Thursday, July 12, 2012

Shake Ya Basil - Health(ier) Pesto

 Shake ya basil, don't you be hurtin' nobody. Dip ya pesto, work ya pesto. This is what I would serve Jay-Z, R. Kelly and Lil' Kim for appetizers. If R. Kelly wants to pee on his, so be it. I don't know his life! But seriously folks, you can use the strong flavors of basil and garlic to sneak in extra nutrients.
  • 1 large bunch basil - roughly 3 cups
  • 4-6 kale leaves, stemmed
  • 1 avocado
  • 6 tablespoons walnuts
  •  2- 4 garlic cloves
  • 1 - 6 tablespoons extra virgin olive oil*
  • 1 tablespoon salt
  • 1 squeeze lemon 
  • A liquid such as: vegetable stock (low sodium); plain soy, almond or rice milk; water
  • 1 tablespoon chia seeds (optional - added omega 3!)
*for a lower calorie version replace some of the olive oil with vegetable stock, plain soy milk or water in a pinch.

Put all of the ingredients in a food processor. Pulse, occasionally wiping down edges until desired texture is achieved. Taste and adjust as needed. For a dip, thicker is better; for a pasta sauce you may want to add a liquid to make it runnier. The water you boiled the pasta in is good for this in a pinch - but vegetable stock is my first choice.

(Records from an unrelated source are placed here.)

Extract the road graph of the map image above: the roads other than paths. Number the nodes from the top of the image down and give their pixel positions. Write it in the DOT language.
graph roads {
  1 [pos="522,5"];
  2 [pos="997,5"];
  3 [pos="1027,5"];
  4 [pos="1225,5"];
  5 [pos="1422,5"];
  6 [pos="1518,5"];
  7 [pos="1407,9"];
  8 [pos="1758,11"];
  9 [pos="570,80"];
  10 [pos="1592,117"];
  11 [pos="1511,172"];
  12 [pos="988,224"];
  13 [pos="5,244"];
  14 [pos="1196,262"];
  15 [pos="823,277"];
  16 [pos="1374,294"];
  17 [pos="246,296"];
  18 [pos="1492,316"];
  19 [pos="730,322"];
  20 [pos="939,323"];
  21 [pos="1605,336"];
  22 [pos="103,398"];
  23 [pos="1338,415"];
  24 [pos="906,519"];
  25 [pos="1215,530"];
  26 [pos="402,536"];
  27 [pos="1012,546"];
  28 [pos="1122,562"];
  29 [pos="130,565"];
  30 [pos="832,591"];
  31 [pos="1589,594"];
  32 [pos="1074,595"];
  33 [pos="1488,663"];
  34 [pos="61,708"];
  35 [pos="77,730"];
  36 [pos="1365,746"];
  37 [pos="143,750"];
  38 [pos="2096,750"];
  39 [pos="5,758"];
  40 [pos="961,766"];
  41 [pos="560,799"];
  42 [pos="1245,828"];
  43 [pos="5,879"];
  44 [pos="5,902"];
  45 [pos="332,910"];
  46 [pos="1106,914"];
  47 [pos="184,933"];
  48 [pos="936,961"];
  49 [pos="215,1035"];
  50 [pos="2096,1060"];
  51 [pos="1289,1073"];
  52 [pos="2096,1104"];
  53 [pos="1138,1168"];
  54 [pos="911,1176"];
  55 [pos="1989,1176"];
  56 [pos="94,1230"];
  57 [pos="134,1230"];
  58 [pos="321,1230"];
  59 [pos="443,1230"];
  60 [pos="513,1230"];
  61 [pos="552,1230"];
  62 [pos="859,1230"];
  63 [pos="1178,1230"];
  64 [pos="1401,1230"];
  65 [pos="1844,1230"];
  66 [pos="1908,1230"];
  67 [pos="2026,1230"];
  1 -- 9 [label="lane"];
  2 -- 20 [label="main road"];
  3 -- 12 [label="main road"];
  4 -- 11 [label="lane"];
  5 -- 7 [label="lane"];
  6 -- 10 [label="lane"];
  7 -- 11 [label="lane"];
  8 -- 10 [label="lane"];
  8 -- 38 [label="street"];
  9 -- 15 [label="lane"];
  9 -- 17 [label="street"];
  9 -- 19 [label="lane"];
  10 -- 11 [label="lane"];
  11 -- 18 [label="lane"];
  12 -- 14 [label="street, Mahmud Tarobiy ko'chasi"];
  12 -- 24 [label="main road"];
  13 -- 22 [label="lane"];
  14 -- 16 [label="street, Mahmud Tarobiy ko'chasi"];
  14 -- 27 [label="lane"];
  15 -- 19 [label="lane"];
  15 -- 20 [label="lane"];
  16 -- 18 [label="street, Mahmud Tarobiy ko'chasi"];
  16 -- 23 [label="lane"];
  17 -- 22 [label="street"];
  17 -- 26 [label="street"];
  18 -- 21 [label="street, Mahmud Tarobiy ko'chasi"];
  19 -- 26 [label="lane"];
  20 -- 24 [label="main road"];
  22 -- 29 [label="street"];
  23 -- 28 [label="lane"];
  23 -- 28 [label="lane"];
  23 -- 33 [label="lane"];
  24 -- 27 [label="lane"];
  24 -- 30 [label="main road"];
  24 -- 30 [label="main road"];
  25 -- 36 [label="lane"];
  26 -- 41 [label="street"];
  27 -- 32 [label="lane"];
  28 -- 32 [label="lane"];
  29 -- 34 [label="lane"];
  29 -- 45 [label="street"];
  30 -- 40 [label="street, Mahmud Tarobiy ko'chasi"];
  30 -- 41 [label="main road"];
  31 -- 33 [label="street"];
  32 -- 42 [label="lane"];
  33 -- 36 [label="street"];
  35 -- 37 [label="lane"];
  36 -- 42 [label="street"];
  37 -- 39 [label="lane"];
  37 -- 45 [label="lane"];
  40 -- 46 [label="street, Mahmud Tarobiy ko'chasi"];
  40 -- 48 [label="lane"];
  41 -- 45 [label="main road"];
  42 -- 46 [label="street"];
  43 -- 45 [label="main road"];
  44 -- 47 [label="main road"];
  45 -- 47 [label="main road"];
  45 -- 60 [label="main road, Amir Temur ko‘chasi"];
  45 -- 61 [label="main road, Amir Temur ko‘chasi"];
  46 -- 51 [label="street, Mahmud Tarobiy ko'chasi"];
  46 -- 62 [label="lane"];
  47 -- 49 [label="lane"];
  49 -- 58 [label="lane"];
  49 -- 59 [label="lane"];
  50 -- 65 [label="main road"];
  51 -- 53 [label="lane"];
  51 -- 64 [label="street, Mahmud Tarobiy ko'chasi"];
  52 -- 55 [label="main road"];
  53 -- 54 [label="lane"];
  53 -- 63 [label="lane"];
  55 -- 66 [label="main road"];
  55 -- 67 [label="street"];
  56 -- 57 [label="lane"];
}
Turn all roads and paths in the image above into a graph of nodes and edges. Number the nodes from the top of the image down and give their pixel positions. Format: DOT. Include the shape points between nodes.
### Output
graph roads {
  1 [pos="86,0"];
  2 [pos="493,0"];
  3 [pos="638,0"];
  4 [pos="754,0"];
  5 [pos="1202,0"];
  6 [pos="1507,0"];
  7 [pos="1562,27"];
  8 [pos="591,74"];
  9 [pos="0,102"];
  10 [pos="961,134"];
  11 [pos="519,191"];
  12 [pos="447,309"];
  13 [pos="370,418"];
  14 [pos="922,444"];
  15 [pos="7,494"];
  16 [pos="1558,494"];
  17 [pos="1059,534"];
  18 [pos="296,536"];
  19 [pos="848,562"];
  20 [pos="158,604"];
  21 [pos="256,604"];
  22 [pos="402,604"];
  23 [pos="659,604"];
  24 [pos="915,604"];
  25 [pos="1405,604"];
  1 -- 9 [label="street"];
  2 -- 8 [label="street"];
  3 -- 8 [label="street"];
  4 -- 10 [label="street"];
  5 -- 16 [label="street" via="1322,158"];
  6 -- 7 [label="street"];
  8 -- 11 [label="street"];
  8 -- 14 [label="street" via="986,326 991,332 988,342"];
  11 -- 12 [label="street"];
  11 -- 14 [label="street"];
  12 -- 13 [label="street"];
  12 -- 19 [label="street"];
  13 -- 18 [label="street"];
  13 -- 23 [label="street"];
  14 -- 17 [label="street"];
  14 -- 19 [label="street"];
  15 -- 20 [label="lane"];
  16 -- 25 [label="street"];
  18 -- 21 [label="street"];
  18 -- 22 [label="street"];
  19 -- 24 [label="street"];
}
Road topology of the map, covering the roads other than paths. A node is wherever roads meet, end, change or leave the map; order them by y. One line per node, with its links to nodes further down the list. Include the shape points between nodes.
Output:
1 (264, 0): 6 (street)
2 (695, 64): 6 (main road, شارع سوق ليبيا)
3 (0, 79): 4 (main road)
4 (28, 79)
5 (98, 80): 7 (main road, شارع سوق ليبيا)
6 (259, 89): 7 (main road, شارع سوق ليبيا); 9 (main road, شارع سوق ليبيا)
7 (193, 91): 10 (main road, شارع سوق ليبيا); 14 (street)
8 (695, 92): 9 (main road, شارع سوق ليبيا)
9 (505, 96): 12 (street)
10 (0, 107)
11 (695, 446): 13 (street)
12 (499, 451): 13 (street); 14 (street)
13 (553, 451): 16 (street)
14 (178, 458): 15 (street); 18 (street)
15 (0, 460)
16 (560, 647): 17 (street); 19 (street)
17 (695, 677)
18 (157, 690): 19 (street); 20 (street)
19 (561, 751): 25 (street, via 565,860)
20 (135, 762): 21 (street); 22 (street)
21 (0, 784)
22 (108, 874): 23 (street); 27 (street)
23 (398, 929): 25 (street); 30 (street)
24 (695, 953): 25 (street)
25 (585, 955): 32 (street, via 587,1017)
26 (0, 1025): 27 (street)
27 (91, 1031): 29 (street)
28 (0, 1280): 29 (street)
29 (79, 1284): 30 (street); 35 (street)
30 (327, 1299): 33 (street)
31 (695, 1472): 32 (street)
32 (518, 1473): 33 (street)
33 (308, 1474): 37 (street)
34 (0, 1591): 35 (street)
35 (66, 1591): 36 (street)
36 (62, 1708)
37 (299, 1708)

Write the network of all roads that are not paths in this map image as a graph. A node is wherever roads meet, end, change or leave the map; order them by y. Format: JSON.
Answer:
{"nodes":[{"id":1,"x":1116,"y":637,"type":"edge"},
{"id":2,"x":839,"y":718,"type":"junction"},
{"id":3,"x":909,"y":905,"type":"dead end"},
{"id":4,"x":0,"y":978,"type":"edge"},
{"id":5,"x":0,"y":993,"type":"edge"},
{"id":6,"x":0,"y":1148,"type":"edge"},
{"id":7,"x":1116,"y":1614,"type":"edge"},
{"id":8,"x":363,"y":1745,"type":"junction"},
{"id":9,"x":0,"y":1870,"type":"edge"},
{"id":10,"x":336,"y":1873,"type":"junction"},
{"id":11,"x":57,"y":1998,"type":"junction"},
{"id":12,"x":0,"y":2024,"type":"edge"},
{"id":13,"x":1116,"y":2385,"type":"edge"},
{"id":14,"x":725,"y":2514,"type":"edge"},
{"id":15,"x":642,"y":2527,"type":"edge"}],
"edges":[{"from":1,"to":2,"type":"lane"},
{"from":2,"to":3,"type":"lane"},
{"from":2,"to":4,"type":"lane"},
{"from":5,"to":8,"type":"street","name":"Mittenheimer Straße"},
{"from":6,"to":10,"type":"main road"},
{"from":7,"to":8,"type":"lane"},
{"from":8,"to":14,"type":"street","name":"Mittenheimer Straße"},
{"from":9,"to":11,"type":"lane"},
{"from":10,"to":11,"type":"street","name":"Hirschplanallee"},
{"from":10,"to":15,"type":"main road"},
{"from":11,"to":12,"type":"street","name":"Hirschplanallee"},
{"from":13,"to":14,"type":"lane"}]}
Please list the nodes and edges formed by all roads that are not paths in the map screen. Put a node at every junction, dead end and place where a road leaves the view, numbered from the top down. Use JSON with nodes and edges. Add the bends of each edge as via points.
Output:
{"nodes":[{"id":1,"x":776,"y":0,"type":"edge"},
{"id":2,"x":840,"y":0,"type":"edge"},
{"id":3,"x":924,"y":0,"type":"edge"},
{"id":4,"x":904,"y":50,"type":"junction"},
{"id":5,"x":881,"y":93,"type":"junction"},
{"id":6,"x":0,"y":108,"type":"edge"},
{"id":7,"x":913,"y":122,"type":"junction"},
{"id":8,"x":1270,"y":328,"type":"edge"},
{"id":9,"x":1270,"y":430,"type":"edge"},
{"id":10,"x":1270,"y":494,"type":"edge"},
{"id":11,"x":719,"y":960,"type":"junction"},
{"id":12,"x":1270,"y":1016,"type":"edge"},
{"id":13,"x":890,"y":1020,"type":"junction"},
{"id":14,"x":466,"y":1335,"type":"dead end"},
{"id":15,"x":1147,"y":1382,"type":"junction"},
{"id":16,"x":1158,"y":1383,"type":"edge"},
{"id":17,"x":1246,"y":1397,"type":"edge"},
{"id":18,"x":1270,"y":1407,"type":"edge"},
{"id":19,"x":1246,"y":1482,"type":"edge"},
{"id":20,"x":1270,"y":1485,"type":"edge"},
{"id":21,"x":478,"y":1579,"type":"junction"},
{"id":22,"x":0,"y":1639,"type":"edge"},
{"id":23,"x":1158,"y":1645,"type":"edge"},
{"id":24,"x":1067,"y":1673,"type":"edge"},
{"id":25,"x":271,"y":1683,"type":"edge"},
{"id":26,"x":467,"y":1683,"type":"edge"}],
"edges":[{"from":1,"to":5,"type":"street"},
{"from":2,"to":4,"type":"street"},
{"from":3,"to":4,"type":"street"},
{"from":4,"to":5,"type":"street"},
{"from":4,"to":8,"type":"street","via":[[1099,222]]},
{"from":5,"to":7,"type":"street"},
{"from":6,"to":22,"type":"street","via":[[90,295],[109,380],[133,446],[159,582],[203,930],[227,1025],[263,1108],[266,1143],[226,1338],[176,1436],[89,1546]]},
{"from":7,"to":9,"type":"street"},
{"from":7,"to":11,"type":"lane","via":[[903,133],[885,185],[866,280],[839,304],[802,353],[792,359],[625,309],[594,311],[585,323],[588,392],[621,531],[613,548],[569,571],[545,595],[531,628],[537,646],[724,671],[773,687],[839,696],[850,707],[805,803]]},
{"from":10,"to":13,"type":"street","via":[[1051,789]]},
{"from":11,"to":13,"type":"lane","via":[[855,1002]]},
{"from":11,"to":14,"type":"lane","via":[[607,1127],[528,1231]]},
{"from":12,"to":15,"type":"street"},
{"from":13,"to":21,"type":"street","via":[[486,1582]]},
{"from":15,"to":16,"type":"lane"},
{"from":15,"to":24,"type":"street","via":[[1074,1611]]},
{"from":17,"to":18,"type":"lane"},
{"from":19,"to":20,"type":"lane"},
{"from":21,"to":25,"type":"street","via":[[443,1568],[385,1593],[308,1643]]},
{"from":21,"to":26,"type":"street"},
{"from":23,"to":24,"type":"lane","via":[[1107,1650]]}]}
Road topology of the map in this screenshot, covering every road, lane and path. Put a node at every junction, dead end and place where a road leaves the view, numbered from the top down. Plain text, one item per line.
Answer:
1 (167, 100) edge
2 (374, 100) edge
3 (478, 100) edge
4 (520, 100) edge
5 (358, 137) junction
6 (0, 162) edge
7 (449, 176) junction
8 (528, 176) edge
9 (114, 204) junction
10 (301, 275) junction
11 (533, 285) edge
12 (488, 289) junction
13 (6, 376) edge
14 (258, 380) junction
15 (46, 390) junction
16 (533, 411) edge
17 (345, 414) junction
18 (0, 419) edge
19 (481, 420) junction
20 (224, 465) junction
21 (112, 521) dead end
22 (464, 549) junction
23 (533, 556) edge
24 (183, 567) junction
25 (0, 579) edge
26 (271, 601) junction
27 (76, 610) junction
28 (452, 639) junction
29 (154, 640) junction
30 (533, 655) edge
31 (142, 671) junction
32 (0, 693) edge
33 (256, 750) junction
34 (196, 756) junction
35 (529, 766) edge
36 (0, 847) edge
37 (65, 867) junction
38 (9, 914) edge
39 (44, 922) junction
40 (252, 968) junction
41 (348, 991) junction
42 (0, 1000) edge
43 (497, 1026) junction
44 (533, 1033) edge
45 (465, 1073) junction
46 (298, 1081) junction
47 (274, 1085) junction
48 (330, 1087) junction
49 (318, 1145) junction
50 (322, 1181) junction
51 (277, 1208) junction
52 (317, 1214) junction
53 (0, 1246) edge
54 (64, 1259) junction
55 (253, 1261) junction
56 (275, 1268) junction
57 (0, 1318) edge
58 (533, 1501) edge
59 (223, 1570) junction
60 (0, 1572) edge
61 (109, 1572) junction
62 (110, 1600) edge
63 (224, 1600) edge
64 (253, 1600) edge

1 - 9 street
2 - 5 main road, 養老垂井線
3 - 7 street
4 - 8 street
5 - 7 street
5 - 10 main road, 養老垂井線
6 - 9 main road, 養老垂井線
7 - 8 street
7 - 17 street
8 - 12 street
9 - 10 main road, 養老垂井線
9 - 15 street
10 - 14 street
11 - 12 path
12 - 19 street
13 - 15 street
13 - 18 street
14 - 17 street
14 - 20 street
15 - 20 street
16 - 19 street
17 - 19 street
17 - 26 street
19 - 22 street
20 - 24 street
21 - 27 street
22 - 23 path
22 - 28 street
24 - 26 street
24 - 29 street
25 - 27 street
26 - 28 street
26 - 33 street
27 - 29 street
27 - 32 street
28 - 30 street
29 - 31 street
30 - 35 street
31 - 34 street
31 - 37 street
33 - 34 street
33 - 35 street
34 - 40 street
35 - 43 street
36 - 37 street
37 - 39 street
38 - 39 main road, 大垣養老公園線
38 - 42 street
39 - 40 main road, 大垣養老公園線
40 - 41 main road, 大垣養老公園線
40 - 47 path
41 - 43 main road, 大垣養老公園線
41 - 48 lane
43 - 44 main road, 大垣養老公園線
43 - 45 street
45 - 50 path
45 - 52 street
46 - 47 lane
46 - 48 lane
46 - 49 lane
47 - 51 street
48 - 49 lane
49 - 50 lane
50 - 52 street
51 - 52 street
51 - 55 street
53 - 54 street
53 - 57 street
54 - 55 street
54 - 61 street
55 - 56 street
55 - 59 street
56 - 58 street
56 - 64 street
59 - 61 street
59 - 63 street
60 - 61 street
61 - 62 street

Notes: I just made this up on the fly so the ingredient amounts are really flexible. Taste frequently and adjust! Basil and garlic - I add about 4 or 5 large cloves - completely mask the kale and avocado so you can be pretty liberal in adding them. The squeeze of lemon keeps the pesto from turning brown and helps you absorb the nutrients in the kale. I've made this with as little as 1 tablespoon olive oil, so if you want to cut some fat, try subbing one of the other liquids listed - again, veggie stock is my first choice.